◆ Your instructions:
Copy each line in the data below that contains the word "Brüderstraße".

◆ Dataset records:
- - - -
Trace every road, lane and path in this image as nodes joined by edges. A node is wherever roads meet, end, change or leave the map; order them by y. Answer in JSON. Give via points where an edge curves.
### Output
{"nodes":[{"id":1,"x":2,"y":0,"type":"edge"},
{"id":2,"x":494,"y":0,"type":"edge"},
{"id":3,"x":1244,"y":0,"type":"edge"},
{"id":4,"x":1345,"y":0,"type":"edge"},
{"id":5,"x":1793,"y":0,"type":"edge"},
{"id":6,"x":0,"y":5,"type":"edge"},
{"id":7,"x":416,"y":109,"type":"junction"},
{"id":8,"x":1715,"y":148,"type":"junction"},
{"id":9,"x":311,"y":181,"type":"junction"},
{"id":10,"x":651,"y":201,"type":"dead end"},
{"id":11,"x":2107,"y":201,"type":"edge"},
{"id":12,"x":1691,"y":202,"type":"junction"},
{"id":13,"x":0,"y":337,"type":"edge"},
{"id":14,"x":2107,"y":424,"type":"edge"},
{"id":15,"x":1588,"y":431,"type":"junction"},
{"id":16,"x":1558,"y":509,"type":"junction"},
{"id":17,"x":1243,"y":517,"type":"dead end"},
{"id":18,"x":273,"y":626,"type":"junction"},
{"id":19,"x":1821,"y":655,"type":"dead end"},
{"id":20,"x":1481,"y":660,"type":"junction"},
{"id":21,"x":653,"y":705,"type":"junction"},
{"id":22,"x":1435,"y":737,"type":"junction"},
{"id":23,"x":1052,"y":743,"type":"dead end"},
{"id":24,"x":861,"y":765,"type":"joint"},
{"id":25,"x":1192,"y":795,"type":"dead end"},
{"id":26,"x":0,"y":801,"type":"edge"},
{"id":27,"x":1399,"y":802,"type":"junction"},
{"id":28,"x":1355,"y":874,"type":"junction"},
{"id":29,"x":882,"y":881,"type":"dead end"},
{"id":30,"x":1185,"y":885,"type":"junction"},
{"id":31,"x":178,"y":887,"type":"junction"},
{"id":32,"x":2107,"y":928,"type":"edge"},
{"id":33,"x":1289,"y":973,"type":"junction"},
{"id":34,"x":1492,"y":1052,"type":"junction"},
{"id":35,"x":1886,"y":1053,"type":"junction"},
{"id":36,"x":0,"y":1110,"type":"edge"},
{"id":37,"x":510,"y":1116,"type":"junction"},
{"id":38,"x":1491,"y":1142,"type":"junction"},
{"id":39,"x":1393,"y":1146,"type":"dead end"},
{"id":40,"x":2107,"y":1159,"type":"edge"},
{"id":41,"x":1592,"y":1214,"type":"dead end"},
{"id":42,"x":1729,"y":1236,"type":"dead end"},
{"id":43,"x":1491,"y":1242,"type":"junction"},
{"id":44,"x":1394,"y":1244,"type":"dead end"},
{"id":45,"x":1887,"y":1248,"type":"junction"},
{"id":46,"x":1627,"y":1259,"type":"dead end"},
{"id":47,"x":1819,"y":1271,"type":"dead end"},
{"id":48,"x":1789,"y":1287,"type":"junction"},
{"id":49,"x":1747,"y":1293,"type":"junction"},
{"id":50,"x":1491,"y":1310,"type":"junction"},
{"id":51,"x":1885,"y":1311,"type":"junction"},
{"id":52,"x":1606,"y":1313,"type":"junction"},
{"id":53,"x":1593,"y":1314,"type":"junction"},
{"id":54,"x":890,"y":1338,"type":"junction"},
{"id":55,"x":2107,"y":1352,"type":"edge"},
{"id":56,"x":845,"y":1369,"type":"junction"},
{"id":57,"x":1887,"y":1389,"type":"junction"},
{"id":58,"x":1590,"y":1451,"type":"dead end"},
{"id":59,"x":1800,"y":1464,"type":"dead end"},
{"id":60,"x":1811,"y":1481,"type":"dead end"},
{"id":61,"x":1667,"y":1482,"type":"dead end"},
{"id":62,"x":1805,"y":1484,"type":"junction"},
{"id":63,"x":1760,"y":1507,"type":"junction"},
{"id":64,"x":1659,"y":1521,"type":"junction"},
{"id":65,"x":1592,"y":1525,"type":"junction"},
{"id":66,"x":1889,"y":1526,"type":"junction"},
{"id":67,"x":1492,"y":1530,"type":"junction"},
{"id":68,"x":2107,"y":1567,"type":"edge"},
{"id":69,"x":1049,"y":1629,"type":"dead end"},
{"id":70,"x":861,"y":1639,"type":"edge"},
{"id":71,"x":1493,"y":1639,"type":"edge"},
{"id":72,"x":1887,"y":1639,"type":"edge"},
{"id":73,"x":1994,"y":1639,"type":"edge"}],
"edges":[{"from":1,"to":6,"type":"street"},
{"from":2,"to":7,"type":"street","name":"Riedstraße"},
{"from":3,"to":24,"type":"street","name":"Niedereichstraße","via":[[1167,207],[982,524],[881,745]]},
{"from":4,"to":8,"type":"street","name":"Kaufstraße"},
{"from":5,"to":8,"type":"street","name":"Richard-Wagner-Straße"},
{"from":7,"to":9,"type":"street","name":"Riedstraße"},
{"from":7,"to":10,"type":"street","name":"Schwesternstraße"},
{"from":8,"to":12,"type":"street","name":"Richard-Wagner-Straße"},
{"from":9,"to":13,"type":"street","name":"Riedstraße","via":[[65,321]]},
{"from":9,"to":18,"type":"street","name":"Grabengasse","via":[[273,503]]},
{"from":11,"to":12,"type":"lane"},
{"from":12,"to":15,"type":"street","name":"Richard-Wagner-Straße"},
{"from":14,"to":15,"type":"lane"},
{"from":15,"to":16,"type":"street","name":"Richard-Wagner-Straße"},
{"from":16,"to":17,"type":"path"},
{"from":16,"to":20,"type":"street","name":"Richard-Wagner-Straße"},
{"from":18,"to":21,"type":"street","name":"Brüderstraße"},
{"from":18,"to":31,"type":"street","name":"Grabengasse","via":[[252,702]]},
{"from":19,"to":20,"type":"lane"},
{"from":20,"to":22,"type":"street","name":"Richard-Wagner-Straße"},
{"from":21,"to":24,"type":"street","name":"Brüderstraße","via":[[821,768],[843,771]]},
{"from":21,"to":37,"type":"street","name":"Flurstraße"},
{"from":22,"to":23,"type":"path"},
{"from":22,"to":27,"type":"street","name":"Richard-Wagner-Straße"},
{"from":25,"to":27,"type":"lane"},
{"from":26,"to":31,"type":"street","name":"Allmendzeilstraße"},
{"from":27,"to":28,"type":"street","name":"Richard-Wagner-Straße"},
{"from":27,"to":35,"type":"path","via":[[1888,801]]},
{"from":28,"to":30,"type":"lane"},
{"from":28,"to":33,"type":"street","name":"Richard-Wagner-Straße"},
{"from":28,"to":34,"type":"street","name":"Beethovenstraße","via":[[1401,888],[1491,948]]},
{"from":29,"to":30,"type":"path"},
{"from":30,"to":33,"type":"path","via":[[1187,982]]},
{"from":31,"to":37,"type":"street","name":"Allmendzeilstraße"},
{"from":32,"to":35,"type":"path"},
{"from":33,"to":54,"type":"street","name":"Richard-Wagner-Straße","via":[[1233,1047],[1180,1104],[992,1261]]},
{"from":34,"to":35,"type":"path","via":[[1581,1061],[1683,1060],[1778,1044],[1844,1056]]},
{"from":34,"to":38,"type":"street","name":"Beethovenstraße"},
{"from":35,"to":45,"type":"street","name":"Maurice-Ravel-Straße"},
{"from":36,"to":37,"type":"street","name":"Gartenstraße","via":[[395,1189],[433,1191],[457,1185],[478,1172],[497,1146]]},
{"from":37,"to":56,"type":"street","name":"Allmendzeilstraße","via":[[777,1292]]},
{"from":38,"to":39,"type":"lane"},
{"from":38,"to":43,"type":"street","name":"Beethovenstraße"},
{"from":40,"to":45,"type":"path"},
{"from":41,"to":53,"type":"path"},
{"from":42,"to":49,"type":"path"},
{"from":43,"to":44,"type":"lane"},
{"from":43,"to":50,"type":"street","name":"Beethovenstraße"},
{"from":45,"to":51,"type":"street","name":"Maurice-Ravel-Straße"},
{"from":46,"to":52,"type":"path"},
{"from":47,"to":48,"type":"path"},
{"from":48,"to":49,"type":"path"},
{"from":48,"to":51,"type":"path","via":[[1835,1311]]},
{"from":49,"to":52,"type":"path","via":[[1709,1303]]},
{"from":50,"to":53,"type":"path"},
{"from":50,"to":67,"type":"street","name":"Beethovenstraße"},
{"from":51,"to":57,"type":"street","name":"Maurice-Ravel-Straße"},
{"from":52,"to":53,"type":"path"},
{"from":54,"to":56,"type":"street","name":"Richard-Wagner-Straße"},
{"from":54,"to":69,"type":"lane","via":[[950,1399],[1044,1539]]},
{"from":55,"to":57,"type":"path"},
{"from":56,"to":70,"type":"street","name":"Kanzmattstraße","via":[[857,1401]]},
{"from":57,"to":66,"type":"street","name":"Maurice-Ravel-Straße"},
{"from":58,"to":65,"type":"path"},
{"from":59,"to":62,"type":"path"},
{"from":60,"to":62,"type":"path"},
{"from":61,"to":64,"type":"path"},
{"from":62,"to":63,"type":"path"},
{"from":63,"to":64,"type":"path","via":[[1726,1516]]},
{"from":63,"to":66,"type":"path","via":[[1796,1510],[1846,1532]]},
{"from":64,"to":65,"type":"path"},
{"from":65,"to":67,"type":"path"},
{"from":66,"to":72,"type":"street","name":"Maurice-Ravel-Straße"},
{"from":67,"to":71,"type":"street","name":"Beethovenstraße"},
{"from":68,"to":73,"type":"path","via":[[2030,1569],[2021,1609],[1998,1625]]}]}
- - - -
◆ The answer:
{"from":18,"to":21,"type":"street","name":"Brüderstraße"},
{"from":21,"to":24,"type":"street","name":"Brüderstraße","via":[[821,768],[843,771]]},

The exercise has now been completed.